ASSIGNMENT:
Return the data that follows, keeping every word and mark unchanged.

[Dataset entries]
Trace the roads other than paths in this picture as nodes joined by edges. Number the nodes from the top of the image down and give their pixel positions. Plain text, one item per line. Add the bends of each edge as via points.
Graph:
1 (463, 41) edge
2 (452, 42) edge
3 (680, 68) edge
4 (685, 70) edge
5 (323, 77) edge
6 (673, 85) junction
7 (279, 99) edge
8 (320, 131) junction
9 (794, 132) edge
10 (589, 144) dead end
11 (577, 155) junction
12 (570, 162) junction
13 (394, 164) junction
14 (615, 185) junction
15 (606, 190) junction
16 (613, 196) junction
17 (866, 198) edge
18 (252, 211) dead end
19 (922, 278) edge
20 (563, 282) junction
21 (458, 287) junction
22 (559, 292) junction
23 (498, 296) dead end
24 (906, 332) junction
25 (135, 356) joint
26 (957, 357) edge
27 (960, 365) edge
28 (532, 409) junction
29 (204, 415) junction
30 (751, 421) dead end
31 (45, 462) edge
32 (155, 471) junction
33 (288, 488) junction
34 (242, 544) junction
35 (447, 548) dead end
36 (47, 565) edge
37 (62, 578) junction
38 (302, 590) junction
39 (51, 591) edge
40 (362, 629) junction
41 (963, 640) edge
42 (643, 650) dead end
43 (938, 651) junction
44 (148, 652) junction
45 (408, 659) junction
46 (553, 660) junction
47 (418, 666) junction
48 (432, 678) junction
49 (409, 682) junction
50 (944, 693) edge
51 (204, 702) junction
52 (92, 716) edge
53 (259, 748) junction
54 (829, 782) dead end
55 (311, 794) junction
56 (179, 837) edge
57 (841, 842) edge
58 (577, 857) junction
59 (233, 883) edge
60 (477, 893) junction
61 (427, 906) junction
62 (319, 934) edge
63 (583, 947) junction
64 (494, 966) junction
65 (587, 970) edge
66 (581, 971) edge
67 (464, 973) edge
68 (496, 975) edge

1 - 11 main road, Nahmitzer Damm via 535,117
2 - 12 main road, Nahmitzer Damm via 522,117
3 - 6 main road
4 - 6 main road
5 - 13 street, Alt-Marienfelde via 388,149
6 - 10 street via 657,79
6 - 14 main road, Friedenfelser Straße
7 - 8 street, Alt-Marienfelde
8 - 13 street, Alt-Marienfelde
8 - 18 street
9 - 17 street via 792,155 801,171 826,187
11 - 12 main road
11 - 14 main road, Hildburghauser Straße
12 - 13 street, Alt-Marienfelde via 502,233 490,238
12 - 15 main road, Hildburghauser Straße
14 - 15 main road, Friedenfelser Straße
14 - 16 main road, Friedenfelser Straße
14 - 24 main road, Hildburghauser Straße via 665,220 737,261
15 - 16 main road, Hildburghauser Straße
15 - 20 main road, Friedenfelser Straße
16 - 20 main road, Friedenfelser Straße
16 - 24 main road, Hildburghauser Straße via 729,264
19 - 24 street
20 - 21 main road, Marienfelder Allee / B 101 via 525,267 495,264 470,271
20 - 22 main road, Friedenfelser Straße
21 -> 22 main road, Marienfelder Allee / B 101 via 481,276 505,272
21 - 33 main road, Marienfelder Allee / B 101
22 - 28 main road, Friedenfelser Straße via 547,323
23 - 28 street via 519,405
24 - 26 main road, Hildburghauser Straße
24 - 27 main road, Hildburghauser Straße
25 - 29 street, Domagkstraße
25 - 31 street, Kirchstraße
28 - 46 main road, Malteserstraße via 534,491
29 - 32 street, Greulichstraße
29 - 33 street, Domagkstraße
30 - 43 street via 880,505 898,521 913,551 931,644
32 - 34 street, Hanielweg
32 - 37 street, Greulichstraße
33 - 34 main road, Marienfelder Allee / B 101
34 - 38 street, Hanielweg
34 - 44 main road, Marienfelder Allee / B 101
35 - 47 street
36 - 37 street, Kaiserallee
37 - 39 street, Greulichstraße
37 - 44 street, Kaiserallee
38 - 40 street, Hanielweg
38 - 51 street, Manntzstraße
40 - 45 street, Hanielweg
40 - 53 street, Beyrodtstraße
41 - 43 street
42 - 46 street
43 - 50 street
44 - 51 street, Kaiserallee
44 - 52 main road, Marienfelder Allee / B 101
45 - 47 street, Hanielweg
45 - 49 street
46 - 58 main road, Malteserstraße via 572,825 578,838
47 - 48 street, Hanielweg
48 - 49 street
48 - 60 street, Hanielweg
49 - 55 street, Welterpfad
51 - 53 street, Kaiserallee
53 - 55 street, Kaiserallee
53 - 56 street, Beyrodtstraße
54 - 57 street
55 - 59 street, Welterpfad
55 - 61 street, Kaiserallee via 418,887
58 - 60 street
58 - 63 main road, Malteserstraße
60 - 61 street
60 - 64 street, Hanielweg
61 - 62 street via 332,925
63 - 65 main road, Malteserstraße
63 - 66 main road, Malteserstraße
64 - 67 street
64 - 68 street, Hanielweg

WRITTEN SOLUTION:
Trace the roads other than paths in this picture as nodes joined by edges. Number the nodes from the top of the image down and give their pixel positions. Plain text, one item per line. Add the bends of each edge as via points.
Graph:
1 (463, 41) edge
2 (452, 42) edge
3 (680, 68) edge
4 (685, 70) edge
5 (323, 77) edge
6 (673, 85) junction
7 (279, 99) edge
8 (320, 131) junction
9 (794, 132) edge
10 (589, 144) dead end
11 (577, 155) junction
12 (570, 162) junction
13 (394, 164) junction
14 (615, 185) junction
15 (606, 190) junction
16 (613, 196) junction
17 (866, 198) edge
18 (252, 211) dead end
19 (922, 278) edge
20 (563, 282) junction
21 (458, 287) junction
22 (559, 292) junction
23 (498, 296) dead end
24 (906, 332) junction
25 (135, 356) joint
26 (957, 357) edge
27 (960, 365) edge
28 (532, 409) junction
29 (204, 415) junction
30 (751, 421) dead end
31 (45, 462) edge
32 (155, 471) junction
33 (288, 488) junction
34 (242, 544) junction
35 (447, 548) dead end
36 (47, 565) edge
37 (62, 578) junction
38 (302, 590) junction
39 (51, 591) edge
40 (362, 629) junction
41 (963, 640) edge
42 (643, 650) dead end
43 (938, 651) junction
44 (148, 652) junction
45 (408, 659) junction
46 (553, 660) junction
47 (418, 666) junction
48 (432, 678) junction
49 (409, 682) junction
50 (944, 693) edge
51 (204, 702) junction
52 (92, 716) edge
53 (259, 748) junction
54 (829, 782) dead end
55 (311, 794) junction
56 (179, 837) edge
57 (841, 842) edge
58 (577, 857) junction
59 (233, 883) edge
60 (477, 893) junction
61 (427, 906) junction
62 (319, 934) edge
63 (583, 947) junction
64 (494, 966) junction
65 (587, 970) edge
66 (581, 971) edge
67 (464, 973) edge
68 (496, 975) edge

1 - 11 main road, Nahmitzer Damm via 535,117
2 - 12 main road, Nahmitzer Damm via 522,117
3 - 6 main road
4 - 6 main road
5 - 13 street, Alt-Marienfelde via 388,149
6 - 10 street via 657,79
6 - 14 main road, Friedenfelser Straße
7 - 8 street, Alt-Marienfelde
8 - 13 street, Alt-Marienfelde
8 - 18 street
9 - 17 street via 792,155 801,171 826,187
11 - 12 main road
11 - 14 main road, Hildburghauser Straße
12 - 13 street, Alt-Marienfelde via 502,233 490,238
12 - 15 main road, Hildburghauser Straße
14 - 15 main road, Friedenfelser Straße
14 - 16 main road, Friedenfelser Straße
14 - 24 main road, Hildburghauser Straße via 665,220 737,261
15 - 16 main road, Hildburghauser Straße
15 - 20 main road, Friedenfelser Straße
16 - 20 main road, Friedenfelser Straße
16 - 24 main road, Hildburghauser Straße via 729,264
19 - 24 street
20 - 21 main road, Marienfelder Allee / B 101 via 525,267 495,264 470,271
20 - 22 main road, Friedenfelser Straße
21 -> 22 main road, Marienfelder Allee / B 101 via 481,276 505,272
21 - 33 main road, Marienfelder Allee / B 101
22 - 28 main road, Friedenfelser Straße via 547,323
23 - 28 street via 519,405
24 - 26 main road, Hildburghauser Straße
24 - 27 main road, Hildburghauser Straße
25 - 29 street, Domagkstraße
25 - 31 street, Kirchstraße
28 - 46 main road, Malteserstraße via 534,491
29 - 32 street, Greulichstraße
29 - 33 street, Domagkstraße
30 - 43 street via 880,505 898,521 913,551 931,644
32 - 34 street, Hanielweg
32 - 37 street, Greulichstraße
33 - 34 main road, Marienfelder Allee / B 101
34 - 38 street, Hanielweg
34 - 44 main road, Marienfelder Allee / B 101
35 - 47 street
36 - 37 street, Kaiserallee
37 - 39 street, Greulichstraße
37 - 44 street, Kaiserallee
38 - 40 street, Hanielweg
38 - 51 street, Manntzstraße
40 - 45 street, Hanielweg
40 - 53 street, Beyrodtstraße
41 - 43 street
42 - 46 street
43 - 50 street
44 - 51 street, Kaiserallee
44 - 52 main road, Marienfelder Allee / B 101
45 - 47 street, Hanielweg
45 - 49 street
46 - 58 main road, Malteserstraße via 572,825 578,838
47 - 48 street, Hanielweg
48 - 49 street
48 - 60 street, Hanielweg
49 - 55 street, Welterpfad
51 - 53 street, Kaiserallee
53 - 55 street, Kaiserallee
53 - 56 street, Beyrodtstraße
54 - 57 street
55 - 59 street, Welterpfad
55 - 61 street, Kaiserallee via 418,887
58 - 60 street
58 - 63 main road, Malteserstraße
60 - 61 street
60 - 64 street, Hanielweg
61 - 62 street via 332,925
63 - 65 main road, Malteserstraße
63 - 66 main road, Malteserstraße
64 - 67 street
64 - 68 street, Hanielweg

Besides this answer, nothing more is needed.